1971 Torneio Norte-Nordeste

Tournament details
- Country: Brazil

Final positions
- Champions: Remo (1st title)
- Runners-up: Itabaiana

= 1971 Torneio Norte-Nordeste =

The 1971 Torneio Norte-Nordeste was the fourth edition of a football competition held in Brazil.
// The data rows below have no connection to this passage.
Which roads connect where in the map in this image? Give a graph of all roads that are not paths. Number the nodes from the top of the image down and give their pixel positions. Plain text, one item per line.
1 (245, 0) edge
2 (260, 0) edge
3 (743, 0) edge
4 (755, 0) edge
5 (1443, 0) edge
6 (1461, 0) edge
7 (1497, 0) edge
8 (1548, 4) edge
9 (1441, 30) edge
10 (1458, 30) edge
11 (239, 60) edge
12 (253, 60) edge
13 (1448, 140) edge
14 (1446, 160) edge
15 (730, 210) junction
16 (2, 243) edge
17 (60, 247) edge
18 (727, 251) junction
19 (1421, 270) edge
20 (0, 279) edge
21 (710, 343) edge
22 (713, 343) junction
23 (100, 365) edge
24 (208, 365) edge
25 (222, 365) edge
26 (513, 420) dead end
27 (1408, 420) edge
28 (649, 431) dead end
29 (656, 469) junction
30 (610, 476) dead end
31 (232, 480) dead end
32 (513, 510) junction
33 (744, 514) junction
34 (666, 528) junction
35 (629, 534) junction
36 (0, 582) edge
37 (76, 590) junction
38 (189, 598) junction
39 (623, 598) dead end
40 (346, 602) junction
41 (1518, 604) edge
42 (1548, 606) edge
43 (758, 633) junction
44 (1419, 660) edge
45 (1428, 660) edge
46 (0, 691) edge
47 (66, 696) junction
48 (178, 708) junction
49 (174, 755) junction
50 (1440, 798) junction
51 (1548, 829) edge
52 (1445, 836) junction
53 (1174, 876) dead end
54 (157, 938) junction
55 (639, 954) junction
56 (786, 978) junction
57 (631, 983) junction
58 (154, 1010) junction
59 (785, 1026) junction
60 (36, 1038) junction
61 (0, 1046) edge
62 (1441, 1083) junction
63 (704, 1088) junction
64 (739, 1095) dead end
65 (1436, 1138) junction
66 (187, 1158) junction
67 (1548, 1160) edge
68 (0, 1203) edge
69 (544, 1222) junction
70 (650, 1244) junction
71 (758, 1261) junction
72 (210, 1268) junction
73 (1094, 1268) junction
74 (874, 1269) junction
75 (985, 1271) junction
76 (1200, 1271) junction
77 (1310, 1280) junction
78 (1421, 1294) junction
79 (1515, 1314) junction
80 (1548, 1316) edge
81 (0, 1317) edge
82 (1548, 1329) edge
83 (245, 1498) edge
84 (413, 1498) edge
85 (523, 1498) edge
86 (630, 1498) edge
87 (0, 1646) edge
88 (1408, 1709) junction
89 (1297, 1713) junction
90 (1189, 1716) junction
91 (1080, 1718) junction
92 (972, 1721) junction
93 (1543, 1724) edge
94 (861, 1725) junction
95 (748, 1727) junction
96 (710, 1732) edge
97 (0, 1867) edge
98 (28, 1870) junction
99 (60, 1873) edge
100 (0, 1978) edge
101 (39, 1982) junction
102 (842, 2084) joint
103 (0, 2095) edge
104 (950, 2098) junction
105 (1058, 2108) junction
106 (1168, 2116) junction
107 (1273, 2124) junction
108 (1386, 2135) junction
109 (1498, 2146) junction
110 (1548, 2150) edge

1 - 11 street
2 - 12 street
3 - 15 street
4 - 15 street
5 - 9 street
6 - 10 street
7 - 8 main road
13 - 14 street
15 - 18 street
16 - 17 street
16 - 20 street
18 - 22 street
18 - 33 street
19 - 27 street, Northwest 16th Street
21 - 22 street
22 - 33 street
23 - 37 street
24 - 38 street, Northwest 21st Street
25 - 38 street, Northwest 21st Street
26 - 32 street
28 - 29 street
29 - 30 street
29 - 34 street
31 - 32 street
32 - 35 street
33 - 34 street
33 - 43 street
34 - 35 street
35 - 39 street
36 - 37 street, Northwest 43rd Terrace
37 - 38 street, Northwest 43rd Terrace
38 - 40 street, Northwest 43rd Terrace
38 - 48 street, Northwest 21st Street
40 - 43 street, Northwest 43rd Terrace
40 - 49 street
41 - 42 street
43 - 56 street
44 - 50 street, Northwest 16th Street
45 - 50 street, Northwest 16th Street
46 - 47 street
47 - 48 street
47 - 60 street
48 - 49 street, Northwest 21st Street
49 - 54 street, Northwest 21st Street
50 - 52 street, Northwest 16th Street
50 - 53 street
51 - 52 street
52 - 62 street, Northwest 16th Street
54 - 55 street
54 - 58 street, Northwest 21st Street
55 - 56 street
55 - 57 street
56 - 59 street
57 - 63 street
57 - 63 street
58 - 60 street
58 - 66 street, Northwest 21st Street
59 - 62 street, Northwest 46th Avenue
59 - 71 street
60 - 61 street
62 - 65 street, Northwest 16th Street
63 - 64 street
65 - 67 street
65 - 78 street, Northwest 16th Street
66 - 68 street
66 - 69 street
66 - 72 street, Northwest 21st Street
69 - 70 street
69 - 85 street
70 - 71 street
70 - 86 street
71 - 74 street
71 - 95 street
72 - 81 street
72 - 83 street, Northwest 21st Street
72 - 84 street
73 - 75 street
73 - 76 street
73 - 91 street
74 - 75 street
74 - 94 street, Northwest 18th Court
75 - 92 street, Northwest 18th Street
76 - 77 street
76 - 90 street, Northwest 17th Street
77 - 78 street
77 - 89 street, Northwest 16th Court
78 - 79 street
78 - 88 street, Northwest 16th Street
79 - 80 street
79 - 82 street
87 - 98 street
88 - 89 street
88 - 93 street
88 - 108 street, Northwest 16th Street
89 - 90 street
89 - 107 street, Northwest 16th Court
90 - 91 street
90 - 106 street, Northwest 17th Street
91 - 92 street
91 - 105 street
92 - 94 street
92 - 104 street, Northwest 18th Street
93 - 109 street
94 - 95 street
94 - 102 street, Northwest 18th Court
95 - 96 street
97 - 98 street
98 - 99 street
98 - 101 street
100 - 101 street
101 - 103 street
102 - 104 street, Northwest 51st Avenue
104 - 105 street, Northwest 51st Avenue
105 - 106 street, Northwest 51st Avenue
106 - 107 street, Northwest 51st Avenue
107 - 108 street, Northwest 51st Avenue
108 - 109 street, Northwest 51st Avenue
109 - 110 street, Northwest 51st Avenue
In the finals, Remo defeated Itabaiana 2–0 on aggregate to win their first title and earn the right to play in the finals of 1971 Campeonato Brasileiro Série B.

==North Zone==

| Team 1 | Agg.Tooltip Aggregate score | Team 2 | 1st leg | 2nd leg |
|---|---|---|---|---|
| Remo | 5–2 | Rodoviária | 1–0 | 4–2 |

==Northeast Zone==

| Pos | Team | Pld | W | D | L | GF | GA | GD | Pts | Qualification |
| 1 | Itabaiana (C, Q) | 4 | 2 | 1 | 1 | 7 | 4 | +3 | 7 | Champions and qualified to the Torneio Norte-Nordeste Finals |
| 2 | Ferroviário | 4 | 1 | 2 | 1 | 3 | 3 | 0 | 5 |  |
| 3 | Flamengo-PI | 4 | 1 | 1 | 2 | 4 | 7 | −3 | 4 |

==Finals==

5 December 1971
Itabaiana 0-0 Remo
----
8 December 1971
Remo 2-0 Itabaiana
  Remo: Robilotta 60', 82'

Remo won 2–0 on aggregate.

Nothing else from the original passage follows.